I have chosen to play the Russian front because this was where the European war was won and lost. All the rest was a sideshow.


  1. I've mostly used Command Decision (first and second editions, from GDW), with 1:285 scale minis (GHQ and a few others). I concentrated on Western front WWII but also did a brigade or so each for modern Soviet, US, German, UK.

    I recently bought the new edition (now called "Test of Battle: Command Decision", IIRC) but haven't used it yet. I also bought some scenario books (but haven't bought the actual rules book!) for "Flames of War", which I heard was "WWII 40K" in one review.

  2. Awesome, may have to check that out. I was actually just in the store today looking at 1/72 plastics and thinking about getting a bunch for some WWII/pulp type shootouts. Fifty figures for ten bucks? Twelve dollars for a tank? OK!

    I think my first real model was a 1/72 Spitfire too, but not sure of the manufacturer. I made a few planes but wasn't very good, and it took 40K to bring me back to plastic glue.

  3. Dear Fred
    Flames of War is very popular here. Never played it myself.
    Don't know Command Decision.

  4. Dear Sons
    Cheap, plus the chance to be a kid again.
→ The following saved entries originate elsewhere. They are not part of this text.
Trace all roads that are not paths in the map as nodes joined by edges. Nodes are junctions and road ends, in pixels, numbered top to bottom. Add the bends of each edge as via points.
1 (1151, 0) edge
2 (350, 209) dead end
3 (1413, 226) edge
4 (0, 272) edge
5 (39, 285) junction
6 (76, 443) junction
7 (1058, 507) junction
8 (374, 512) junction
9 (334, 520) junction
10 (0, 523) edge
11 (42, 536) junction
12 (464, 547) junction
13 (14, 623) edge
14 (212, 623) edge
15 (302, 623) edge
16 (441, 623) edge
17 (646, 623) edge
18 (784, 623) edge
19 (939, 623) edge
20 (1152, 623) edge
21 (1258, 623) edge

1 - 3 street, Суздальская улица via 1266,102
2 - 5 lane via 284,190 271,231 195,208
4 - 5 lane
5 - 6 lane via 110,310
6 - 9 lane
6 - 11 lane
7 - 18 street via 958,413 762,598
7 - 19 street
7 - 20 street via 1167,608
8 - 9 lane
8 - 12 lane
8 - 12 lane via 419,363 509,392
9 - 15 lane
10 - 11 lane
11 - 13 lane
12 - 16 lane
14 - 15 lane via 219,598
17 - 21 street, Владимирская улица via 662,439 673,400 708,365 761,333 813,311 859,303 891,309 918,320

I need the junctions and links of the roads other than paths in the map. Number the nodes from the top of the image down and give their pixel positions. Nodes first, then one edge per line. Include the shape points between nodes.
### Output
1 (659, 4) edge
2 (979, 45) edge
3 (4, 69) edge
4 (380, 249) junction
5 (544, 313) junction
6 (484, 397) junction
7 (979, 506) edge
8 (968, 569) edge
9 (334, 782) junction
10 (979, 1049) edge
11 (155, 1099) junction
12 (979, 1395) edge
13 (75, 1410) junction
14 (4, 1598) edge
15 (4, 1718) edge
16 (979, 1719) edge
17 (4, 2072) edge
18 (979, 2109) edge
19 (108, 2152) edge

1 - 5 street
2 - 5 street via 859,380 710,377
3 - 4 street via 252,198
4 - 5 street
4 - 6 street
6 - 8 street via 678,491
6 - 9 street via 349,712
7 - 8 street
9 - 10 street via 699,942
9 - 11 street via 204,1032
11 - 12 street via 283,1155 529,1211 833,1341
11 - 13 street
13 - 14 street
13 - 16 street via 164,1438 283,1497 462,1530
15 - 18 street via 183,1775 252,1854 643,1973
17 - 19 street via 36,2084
  5. John, for Sov's the Plastic Soldier HARD plastics in 20mm, 57 figures for a tenner is a must for you. That said I haven't had a problem with flaking, In the "old days" when we painted with enamels yes, but acyrilics flex so less of an issue. Yes if you bend the figure in half the paint will probably come of, but so will it on a metal figure if you mistreat it so.

  6. Dear Steve
    Thanks for the tip. I did use to paint them with enamal in the old days. I guess acrylic is much more flexible. We didn't have superglue either back in the dark ages of my youth.

  7. John,
    love the fact that you are getting into Rapid Fire too. After a hiatus of about 6 years I have been drawn back in with the simplicity of the rules and the cheap cost of armies. I love flames of war but cant afford the price of units and with increasing age 15mm is becoming to much of a challenge for painting.

  8. Dear Andy
    Roger that good buddy.
    Plus the chance of sticking airfix kits again. Memories of a misspelt youth.